Momentum: Linear and Angular#

Introduction#

This chapter explores the concepts of linear and angular velocities for both particles and rigid bodies. These fundamental principles:

  • Merge the concepts covered up until this point.

  • Underpin Newton’s second law of motion, which is key to deriving equations that describe the motion of engineering systems using the particle and rigid body approximations.

Linear Momentum#

Linear momentum is a vector quantity defined as the product of an object’s mass and velocity. The letter \(\mathbf{L}\) is used to represent this quantity - typed in boldface to represent it as a vector.

Particles#

The linear momentum of a single particle (a point with mass) is defined as the product of its mass and velocity. Since the velocity of a particle is defined relative to a specific reference frame, the linear momentum is also defined relative to that frame.

Notation#

The linear momentum of a particle, \(P\), in frame \(N\) can be displayed as: \({}^{N}\mathbf{L}^{P}\)
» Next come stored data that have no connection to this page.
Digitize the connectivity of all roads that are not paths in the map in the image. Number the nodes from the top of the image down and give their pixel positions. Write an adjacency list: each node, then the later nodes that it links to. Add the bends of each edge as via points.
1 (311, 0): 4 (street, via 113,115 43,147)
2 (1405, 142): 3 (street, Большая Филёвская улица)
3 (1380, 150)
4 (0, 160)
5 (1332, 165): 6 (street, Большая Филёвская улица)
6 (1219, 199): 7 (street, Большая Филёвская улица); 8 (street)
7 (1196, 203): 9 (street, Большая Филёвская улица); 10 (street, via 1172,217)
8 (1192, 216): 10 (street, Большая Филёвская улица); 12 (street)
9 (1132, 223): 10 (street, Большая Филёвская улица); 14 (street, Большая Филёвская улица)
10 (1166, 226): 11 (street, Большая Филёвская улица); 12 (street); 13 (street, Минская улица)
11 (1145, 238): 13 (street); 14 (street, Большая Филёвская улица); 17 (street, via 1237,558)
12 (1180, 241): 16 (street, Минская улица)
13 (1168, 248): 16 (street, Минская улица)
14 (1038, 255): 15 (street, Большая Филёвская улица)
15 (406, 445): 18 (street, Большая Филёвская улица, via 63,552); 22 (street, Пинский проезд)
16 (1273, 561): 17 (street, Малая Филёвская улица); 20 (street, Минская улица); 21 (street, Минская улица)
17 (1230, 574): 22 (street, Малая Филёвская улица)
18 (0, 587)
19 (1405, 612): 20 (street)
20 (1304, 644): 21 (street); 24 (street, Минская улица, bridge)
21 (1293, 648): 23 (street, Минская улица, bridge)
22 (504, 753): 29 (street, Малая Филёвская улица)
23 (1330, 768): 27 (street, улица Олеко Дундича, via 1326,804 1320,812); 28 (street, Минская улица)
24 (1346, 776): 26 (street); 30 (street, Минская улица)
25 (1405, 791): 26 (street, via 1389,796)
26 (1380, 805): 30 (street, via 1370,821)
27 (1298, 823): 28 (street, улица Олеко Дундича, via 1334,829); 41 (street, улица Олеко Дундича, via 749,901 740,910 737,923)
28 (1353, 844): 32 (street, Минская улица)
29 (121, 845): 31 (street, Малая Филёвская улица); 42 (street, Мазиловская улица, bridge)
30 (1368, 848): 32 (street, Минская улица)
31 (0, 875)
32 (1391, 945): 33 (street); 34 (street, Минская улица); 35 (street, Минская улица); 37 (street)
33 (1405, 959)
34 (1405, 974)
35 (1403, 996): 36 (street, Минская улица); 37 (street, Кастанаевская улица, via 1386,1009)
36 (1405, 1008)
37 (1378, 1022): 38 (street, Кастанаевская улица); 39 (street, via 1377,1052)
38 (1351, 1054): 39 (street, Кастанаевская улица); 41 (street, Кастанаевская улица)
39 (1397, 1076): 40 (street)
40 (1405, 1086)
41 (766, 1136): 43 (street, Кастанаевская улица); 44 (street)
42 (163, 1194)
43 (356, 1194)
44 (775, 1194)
The mathematical definition of this is:

\[{}^{N}\mathbf{L}^{P} = m{}^{N}\mathbf{v}^{P}\]

Where:

  • \(m\) is the mass of the particle.

  • \({}^{N}\mathbf{v}^{P}\) is the velocity vector of the particle.

This is visualised in the figure below, showing the particle \(m\), its velocity \({}^{N}\mathbf{v}^{P}\), its trajectory, and the reference frame \(N\).

../_images/12_cut.png

Systems of Particles#

The next step up from a single particle is a group of numerous particles that interact with one another - commonly referred to as a system.

The linear momentum for a system of \(n\) particles is the sum of the linear momenta of the individual particles.

Notation#

The linear momentum of system of particles \(S\) in frame \(N\) is given by: \({}^{N}\mathbf{L}^{S}\)

The mathematical definition of this is:

\[ {}^{N}\mathbf{L}^{S} = \sum_{i} {}^{N}\mathbf{L}^{P_i} = \sum_{i}m_i{}^{N}\mathbf{v}^{P_i} \]

This is visualised in the figure below, showing the system, \(S\), as a collection of particles each with individual masses as well as the reference frame, \(N\).

../_images/13_cut.png

By virtue of mass centre definition, this reduces to a much simpler equation.

\[{}^{N}\mathbf{L}^{S} = m^{N}\mathbf{v}^{S^{*}}\]

Where:

  • \(m\) is the mass of the system given by \(\sum_{i} m_{i}\).

  • \(\mathbf{v}^{S^{*}}\) is the velocity of the system’s mass centre \(S^{*}\).

This is visualised in the figure below, showing the system from before, \(S\), with an added mass centre, \(S^{*}\).

../_images/14.png

Rigid bodies#

The linear momentum of a rigid body (or, more generally, a continuum) is similar to that of a system of particles; except we make use of the integral in its definition. This is due to the continuous nature of the mass throughout the body as opposed to the concentrated mass points in the system shown previously.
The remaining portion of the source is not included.